A good deed means doing something good for another without the expectation of anything in return. No two finger prints are identical and the same goes for a child, as each one is unique and special in some way. We very often hear parents say, “We were not like this when we were this age. The children of this generation are very different”. In retrospect, if we try to analyse, what has really changed in society? Is it children or the world around them that has changed?
In today’s media frenzied world, more focus is made on issues such as abuse, harassment and trauma, so that children today are distanced from daily values like kindness, sympathy, generosity and humaneness. As adults, we are blessed with a profound knowledge enabling us to differentiate between the good and the bad. Our children however need help from us until they become adults themselves. This will help them in facing the challenges of the world. It is easier to encourage stronger values when they are still young and their minds are not yet corrupted by the fraudulence that exists in society.
The way we act in the presence of our children provides them with a blueprint and will set the tone for what kind of adults they will turn out to be. As parents, we can help them to accept responsibility for their actions and encourage them to participate in good deeds. Most children emulate the actions of their parents and elders. If you want your child to be obedient and respectful, set a good example in front of him or her. You can encourage your child to use the words ‘thank you’ and ‘sorry’, when you use these words yourself. If the parents respect each other and the elders around them, the child will automatically start respecting everybody. It is imperative for parents to make their children realise that speaking the truth and being honest is always better than telling a lie. You should read books and stories to your children about the adverse results of lying. They should always be encouraged to give unconditional love to humans and animals without the expectations of anything in return. By asking our children to help others, they learn that the world does not just revolve around them, but includes others who may benefit from our help. Simple tasks like helping parents clean the house, doing the dishes or attending to a sick neighbour can encourage your children to gain satisfaction from helping others.
With the advent of nuclear families and single children, children do not always learn how to share.
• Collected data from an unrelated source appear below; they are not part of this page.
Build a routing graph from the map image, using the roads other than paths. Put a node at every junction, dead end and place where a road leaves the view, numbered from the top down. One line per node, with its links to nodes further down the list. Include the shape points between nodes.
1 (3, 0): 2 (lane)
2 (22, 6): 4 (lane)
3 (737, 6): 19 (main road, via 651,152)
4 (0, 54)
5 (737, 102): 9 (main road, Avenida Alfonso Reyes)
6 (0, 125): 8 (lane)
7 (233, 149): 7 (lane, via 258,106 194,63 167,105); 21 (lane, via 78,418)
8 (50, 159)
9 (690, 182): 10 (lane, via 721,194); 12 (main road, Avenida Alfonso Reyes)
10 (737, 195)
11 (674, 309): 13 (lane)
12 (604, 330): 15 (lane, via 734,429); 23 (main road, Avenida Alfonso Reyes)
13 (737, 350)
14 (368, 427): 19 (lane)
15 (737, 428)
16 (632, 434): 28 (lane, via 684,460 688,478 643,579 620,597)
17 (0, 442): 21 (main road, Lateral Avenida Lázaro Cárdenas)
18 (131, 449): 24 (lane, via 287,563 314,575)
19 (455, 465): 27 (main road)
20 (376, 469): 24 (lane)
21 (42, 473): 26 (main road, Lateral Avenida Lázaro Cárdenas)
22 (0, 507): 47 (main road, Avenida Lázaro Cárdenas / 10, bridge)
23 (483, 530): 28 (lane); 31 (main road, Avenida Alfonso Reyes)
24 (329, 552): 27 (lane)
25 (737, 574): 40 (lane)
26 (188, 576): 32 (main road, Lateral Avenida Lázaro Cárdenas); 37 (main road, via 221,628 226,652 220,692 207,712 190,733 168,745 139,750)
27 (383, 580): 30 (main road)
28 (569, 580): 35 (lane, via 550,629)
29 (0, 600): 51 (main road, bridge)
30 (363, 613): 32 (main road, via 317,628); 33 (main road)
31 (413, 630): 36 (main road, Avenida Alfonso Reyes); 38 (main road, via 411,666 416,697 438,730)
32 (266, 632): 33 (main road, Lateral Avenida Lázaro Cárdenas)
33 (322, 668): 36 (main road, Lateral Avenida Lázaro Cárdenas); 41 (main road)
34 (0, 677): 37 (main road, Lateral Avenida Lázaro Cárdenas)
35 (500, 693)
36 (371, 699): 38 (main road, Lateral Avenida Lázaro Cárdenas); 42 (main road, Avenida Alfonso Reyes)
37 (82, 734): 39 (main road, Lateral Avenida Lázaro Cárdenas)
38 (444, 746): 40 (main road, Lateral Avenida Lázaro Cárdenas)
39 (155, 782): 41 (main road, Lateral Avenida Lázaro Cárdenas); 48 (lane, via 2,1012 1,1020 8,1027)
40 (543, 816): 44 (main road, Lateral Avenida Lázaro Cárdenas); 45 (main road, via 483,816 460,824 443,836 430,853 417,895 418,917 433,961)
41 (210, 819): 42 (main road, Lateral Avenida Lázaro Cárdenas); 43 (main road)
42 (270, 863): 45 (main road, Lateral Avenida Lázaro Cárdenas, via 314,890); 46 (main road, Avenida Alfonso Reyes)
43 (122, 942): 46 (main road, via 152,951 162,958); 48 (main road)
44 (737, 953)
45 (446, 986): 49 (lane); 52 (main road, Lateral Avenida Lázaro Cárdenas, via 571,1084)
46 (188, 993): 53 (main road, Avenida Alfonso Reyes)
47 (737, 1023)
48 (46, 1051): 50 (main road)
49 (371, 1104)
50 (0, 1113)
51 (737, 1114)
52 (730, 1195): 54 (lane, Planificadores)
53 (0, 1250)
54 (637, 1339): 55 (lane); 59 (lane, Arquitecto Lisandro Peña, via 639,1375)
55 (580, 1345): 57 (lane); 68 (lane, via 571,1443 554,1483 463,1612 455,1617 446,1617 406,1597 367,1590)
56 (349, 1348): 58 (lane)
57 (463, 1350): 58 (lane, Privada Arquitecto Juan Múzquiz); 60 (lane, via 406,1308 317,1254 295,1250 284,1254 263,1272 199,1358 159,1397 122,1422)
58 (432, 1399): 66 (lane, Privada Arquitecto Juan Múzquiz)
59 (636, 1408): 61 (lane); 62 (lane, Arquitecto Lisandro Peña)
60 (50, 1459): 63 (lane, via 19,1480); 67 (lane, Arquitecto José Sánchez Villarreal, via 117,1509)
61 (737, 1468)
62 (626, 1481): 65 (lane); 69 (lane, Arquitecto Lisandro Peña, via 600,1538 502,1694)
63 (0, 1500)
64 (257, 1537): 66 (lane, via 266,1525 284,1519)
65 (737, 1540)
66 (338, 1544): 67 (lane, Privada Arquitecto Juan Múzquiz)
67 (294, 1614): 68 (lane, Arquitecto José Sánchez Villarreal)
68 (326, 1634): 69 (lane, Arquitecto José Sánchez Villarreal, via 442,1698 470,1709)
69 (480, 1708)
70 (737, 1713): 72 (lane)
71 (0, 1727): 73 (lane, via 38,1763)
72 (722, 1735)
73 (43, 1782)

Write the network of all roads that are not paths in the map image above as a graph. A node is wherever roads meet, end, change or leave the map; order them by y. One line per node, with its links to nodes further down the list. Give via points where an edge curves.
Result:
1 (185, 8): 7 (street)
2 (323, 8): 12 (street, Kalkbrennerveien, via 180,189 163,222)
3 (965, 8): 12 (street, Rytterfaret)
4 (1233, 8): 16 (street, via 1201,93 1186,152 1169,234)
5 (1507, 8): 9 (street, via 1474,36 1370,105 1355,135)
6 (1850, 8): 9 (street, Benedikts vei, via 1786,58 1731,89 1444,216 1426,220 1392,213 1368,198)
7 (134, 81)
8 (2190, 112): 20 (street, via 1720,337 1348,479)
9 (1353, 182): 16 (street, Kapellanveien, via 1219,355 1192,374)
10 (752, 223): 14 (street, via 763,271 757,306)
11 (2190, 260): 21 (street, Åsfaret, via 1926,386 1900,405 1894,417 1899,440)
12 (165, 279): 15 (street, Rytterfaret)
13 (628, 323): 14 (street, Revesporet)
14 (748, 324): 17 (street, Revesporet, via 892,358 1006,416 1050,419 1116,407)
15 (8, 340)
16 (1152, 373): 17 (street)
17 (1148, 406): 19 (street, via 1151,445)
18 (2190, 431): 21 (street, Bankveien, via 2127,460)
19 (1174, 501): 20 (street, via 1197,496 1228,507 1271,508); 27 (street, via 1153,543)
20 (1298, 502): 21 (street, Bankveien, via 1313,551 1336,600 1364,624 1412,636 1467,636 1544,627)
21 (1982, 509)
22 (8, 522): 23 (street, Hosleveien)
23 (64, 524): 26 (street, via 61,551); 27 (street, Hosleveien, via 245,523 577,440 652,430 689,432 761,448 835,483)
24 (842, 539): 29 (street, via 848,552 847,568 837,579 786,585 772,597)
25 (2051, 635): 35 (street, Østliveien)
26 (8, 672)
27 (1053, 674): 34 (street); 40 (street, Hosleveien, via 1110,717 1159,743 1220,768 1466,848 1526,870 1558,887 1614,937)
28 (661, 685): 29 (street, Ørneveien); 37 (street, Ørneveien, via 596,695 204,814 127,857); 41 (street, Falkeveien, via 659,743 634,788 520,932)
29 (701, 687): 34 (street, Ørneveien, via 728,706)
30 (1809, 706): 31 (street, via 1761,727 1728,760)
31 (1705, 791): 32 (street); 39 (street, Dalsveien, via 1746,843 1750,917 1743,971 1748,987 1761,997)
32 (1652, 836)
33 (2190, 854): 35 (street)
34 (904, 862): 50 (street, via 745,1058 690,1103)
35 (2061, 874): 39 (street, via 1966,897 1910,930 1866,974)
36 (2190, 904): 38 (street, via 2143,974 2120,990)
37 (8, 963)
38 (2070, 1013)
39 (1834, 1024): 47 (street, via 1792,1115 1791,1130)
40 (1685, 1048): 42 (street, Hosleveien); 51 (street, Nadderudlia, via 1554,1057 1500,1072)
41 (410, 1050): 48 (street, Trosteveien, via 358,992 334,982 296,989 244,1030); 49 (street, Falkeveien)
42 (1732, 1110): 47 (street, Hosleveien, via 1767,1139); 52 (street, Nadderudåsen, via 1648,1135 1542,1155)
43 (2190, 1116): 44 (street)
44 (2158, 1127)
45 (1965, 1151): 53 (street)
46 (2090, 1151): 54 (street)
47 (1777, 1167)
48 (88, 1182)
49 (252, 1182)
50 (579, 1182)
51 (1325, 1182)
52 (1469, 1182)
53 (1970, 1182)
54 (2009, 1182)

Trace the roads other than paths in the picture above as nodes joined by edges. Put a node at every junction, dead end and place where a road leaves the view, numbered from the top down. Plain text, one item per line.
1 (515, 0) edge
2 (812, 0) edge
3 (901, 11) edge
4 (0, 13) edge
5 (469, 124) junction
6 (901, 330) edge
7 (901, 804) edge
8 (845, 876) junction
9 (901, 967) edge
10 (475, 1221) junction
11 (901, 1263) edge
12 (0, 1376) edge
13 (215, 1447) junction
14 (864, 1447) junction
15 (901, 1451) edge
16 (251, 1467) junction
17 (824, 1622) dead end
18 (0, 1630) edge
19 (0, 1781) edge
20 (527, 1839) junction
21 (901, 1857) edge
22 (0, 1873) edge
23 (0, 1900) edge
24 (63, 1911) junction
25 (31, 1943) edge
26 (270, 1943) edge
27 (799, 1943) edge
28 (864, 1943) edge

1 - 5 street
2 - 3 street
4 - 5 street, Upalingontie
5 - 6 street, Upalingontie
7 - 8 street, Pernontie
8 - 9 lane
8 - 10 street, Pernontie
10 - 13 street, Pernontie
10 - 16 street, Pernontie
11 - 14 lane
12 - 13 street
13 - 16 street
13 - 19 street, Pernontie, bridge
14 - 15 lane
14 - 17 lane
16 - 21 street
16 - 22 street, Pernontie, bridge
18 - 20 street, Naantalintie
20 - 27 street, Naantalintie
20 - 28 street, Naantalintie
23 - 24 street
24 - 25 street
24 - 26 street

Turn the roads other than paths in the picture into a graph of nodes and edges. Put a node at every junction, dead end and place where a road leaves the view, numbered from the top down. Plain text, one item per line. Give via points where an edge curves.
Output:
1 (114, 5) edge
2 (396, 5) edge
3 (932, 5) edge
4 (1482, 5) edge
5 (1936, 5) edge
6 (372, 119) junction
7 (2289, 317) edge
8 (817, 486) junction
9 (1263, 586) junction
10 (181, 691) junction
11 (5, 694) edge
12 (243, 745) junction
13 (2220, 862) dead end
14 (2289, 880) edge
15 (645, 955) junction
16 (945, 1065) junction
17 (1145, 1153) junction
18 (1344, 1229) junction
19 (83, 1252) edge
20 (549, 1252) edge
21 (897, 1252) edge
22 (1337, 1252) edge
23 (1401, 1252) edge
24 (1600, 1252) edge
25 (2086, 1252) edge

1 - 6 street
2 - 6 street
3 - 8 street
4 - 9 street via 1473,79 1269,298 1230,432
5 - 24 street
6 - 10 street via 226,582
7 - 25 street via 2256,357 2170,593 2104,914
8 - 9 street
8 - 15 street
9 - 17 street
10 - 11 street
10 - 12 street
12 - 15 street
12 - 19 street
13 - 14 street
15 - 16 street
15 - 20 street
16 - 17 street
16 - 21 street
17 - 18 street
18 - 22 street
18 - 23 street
They should therefore be allowed to mingle with other children, especially the underprivileged ones so that they understand the importance of sharing and learning how to care for others. Getting what they want without sharing with others makes children self centred, a habit which can stay with them during adult life.
Tips on how to encourage your children to perform good deeds.
Dr Saliha Afridi, a Licensed Clinical Psychologist (USA), at the Human Relations Institute, offers a few suggestions. These can help parents develop their children into well-mannered individuals capable of performing good deeds.
- Parents can encourage children to do good deeds by modelling. Children do as they see - and if parents are charitable and do good deeds, children are more prone to act in similar ways.
- Parents can also encourage discussions with children about their family values; social interest being one of them. Families can talk about having a responsibility not just to their family and friends but to their community and society as well.
- Parents should not give sermons about these values but rather engage children in active conversations and action. Children do not develop pro-social behaviours when parents are too strict and demanding of them or if they ‘guilt’ them into doing good. It is important for children to learn responsibility when they learn in an environment of kindness, respect, firmness and dignity.
- It is also important to keep in mind that a child who is self-reliant is more likely to be socially responsible. In our society with super mums or super nannies, children are robbed of the opportunities of doing things for themselves. They do not develop the belief that they are capable through their experience of doing anything for themselves, let alone the community. Parents should try not to do anything for their children that they can do for themselves.
- Lastly, it is important for parents to create opportunities to do well. Whether it is giving them choices of local volunteer activities, or empowering them to create their own family charities.
Parents always wonder and worry about their children’s future and what kind of adults they will turn out to be. Children are immediately influenced by their surroundings and their parent’s own behaviour. Parents who cultivate and encourage their children to take responsibility for their actions and practice good deeds can go a long way in assuring that the children grow up to be of good character. As a loving and nurturing parent, it is your job to support them to embrace and recognise good qualities. It becomes the collective responsibility of the elders in the child’s life to help them absorb all these good qualities and values.